__Required action__.
Line by line, count where the string "lane" appears in the listing, then give the number of such lines alone.

__Data listing__.
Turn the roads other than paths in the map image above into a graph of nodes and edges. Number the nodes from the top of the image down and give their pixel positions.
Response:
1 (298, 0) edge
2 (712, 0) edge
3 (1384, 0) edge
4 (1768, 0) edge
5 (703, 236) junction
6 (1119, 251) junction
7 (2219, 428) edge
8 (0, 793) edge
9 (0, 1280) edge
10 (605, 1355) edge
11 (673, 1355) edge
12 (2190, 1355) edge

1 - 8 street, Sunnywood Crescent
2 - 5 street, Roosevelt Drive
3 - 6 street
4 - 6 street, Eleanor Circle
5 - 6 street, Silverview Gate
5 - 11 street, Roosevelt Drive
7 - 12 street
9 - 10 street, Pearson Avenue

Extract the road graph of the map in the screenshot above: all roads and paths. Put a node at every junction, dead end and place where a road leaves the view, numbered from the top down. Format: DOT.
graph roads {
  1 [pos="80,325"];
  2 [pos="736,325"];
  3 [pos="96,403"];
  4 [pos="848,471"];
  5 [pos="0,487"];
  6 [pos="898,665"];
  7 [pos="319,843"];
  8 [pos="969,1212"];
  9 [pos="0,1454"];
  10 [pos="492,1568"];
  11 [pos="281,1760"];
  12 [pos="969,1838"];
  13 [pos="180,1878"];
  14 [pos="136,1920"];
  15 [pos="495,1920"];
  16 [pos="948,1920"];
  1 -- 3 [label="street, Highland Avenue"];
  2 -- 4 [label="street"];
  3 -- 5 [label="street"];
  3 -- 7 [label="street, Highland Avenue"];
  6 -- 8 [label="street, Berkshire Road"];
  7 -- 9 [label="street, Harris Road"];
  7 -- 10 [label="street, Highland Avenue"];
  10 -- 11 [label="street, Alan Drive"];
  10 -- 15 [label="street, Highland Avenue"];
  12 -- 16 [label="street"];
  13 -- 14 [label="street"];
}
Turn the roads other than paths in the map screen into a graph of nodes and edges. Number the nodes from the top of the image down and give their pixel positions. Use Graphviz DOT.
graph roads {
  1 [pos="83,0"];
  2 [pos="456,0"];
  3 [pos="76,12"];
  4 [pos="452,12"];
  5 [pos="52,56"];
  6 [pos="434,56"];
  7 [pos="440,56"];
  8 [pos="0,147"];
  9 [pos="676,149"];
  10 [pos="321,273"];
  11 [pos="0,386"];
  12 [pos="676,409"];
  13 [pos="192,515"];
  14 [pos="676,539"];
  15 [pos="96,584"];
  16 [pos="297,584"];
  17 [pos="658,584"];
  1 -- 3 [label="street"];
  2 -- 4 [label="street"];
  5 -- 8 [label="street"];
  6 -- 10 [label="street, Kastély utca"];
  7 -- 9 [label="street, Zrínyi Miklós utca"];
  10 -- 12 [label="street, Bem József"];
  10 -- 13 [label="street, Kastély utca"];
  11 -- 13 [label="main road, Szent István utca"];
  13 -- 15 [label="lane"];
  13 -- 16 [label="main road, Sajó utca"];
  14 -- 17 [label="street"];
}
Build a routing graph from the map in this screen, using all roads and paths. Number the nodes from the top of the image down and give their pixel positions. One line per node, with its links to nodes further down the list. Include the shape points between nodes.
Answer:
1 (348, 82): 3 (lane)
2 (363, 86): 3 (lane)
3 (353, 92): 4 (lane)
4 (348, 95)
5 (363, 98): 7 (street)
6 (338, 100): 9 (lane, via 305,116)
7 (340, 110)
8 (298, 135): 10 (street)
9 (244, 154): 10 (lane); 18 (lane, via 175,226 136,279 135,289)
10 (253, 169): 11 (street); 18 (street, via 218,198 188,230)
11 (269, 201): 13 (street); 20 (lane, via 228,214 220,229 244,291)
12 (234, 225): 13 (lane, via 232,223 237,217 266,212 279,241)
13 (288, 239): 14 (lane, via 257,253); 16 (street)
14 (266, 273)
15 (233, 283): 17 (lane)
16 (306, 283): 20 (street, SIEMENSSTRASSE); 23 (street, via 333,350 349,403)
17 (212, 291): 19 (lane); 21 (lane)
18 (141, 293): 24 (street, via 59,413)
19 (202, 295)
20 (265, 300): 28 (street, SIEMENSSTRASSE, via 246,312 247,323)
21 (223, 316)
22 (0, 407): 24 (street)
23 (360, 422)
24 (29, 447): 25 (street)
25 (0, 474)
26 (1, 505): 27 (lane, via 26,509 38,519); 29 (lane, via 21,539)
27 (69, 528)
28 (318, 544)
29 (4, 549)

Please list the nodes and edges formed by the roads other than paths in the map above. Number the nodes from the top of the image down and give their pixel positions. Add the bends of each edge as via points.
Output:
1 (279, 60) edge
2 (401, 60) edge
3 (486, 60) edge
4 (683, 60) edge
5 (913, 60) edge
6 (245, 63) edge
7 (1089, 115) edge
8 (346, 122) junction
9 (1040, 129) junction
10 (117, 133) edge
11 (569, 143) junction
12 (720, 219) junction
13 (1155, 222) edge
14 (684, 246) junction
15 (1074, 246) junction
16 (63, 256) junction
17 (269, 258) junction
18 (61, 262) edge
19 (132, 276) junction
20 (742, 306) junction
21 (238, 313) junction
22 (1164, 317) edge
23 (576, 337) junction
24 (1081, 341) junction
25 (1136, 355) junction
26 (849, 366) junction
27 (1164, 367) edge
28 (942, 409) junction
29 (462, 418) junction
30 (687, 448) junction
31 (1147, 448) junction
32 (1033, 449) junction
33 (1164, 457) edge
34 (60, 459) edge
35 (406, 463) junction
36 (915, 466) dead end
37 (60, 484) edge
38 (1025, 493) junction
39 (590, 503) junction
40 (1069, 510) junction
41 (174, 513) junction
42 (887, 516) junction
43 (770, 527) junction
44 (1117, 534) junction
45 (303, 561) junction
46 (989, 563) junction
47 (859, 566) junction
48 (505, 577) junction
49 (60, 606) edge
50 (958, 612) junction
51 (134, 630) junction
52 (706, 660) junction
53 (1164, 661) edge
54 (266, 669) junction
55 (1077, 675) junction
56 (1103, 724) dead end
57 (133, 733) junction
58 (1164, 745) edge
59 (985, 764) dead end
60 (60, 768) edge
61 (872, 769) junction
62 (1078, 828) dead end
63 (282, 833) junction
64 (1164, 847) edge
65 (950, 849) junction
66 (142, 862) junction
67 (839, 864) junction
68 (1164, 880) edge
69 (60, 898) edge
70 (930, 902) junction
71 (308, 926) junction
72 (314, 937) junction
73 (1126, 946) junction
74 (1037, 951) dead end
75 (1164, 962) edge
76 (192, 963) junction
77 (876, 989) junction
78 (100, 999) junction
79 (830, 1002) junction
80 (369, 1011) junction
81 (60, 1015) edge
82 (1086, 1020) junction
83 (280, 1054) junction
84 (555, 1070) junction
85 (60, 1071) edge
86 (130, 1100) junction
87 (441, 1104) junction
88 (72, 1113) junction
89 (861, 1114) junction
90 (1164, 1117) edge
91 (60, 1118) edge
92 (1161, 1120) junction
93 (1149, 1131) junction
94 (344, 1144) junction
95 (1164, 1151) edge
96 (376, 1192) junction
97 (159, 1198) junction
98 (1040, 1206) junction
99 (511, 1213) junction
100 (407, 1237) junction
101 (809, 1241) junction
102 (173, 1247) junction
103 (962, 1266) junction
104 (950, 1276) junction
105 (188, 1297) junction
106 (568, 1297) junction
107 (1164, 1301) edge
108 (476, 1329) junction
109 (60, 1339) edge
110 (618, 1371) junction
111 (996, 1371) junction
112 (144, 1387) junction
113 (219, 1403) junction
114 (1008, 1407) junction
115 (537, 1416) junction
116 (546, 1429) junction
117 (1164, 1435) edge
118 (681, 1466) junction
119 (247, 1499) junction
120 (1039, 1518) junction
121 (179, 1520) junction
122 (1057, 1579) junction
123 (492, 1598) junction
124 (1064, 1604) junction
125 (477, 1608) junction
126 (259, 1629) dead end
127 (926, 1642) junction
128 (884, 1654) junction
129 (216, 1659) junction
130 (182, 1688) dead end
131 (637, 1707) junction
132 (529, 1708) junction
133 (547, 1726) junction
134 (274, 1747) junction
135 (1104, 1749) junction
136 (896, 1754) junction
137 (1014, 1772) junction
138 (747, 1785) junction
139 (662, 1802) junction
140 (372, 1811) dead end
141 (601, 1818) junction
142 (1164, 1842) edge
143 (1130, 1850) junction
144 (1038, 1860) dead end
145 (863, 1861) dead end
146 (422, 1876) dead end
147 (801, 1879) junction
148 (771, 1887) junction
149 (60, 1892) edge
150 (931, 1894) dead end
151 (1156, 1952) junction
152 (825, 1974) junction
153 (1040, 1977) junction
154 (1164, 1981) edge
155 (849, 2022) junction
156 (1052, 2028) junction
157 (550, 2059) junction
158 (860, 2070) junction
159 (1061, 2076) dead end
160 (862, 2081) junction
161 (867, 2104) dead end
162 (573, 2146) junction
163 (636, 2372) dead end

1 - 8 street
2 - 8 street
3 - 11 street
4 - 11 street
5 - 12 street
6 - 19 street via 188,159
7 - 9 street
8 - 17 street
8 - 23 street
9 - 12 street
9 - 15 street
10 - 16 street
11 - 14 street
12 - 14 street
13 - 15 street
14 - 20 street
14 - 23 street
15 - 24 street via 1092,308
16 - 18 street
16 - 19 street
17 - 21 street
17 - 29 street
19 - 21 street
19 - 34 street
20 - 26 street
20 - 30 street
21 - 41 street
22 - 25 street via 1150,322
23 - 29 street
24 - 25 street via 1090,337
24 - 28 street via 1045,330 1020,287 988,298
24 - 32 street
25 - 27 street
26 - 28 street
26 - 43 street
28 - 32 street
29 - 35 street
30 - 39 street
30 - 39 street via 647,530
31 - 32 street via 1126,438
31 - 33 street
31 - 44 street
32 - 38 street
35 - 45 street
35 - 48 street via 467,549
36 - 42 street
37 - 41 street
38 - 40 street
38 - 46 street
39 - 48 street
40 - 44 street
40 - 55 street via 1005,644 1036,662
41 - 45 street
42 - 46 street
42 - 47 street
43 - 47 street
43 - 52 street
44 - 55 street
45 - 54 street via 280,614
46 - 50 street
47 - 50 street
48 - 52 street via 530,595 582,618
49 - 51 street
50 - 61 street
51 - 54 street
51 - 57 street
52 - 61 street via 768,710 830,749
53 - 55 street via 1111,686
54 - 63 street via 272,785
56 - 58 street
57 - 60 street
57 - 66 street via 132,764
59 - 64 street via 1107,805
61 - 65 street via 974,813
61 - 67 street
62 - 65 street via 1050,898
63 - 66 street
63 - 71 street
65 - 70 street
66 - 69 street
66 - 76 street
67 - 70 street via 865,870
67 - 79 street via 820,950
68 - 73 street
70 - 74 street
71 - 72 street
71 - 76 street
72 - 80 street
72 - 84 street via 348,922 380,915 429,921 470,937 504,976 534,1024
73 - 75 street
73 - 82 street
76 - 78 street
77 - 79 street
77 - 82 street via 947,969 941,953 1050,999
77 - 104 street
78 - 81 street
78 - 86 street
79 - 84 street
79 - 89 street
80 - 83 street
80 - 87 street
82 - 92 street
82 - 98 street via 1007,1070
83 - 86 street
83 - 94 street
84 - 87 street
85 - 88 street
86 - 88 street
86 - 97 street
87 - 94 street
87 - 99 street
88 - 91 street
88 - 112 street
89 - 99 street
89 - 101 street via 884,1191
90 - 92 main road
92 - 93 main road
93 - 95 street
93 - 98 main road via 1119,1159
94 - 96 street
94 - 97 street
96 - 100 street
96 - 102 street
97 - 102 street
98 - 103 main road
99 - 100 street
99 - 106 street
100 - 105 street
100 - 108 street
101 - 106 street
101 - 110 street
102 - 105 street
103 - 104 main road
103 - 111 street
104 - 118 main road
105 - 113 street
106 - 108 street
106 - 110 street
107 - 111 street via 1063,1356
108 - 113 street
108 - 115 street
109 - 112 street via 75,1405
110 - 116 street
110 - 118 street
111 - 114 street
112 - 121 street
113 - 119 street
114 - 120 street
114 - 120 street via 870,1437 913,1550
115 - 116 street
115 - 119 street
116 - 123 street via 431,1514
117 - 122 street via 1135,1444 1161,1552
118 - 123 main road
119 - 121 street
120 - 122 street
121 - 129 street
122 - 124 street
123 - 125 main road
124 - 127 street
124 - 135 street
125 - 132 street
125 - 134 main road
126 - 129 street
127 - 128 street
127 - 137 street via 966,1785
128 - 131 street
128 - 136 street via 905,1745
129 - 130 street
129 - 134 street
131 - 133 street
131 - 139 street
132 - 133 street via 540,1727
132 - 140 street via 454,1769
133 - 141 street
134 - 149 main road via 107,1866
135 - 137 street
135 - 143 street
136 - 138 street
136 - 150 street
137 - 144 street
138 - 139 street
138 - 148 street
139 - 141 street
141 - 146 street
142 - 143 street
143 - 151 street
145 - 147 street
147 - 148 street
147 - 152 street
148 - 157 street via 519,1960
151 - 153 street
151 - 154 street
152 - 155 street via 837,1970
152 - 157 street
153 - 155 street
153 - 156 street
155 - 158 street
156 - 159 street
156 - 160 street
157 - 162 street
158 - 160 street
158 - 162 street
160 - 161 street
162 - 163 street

__Result of this exercise__.
12